# [Your instructions]
Determine how many lines in the material hold the string "Haeslaan", then reply with that number only.

-- Supplied information follows --

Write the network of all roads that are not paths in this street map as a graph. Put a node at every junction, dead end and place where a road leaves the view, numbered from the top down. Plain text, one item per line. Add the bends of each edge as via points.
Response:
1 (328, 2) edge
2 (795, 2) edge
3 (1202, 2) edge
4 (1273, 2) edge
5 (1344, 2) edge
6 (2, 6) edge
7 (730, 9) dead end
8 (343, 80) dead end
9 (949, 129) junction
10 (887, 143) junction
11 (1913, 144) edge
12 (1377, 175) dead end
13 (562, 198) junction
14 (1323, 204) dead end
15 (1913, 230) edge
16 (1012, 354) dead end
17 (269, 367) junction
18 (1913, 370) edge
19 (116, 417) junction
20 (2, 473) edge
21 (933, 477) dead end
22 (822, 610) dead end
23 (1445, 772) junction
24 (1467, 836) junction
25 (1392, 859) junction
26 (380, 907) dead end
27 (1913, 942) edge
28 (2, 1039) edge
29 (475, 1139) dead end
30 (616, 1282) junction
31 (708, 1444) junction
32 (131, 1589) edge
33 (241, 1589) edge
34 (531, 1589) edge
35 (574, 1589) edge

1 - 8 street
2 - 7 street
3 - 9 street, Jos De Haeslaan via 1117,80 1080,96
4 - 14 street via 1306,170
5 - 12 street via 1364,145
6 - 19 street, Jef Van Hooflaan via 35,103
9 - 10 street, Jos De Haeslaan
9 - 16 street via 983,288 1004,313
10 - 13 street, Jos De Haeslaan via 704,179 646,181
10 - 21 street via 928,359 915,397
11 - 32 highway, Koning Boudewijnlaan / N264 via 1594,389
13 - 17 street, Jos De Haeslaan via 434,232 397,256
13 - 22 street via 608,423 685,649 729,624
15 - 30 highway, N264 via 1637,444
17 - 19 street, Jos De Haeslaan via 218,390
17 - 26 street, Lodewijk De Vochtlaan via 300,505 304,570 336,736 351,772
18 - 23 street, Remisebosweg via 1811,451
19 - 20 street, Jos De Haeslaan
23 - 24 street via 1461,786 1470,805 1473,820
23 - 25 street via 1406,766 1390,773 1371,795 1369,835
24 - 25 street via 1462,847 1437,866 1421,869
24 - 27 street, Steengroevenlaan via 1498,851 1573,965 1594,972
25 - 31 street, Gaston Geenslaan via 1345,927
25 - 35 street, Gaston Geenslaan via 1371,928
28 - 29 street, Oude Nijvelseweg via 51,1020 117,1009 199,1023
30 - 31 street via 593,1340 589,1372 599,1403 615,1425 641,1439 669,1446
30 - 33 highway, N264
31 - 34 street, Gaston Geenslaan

-- Supplied information concluded --

# [Your solution]
6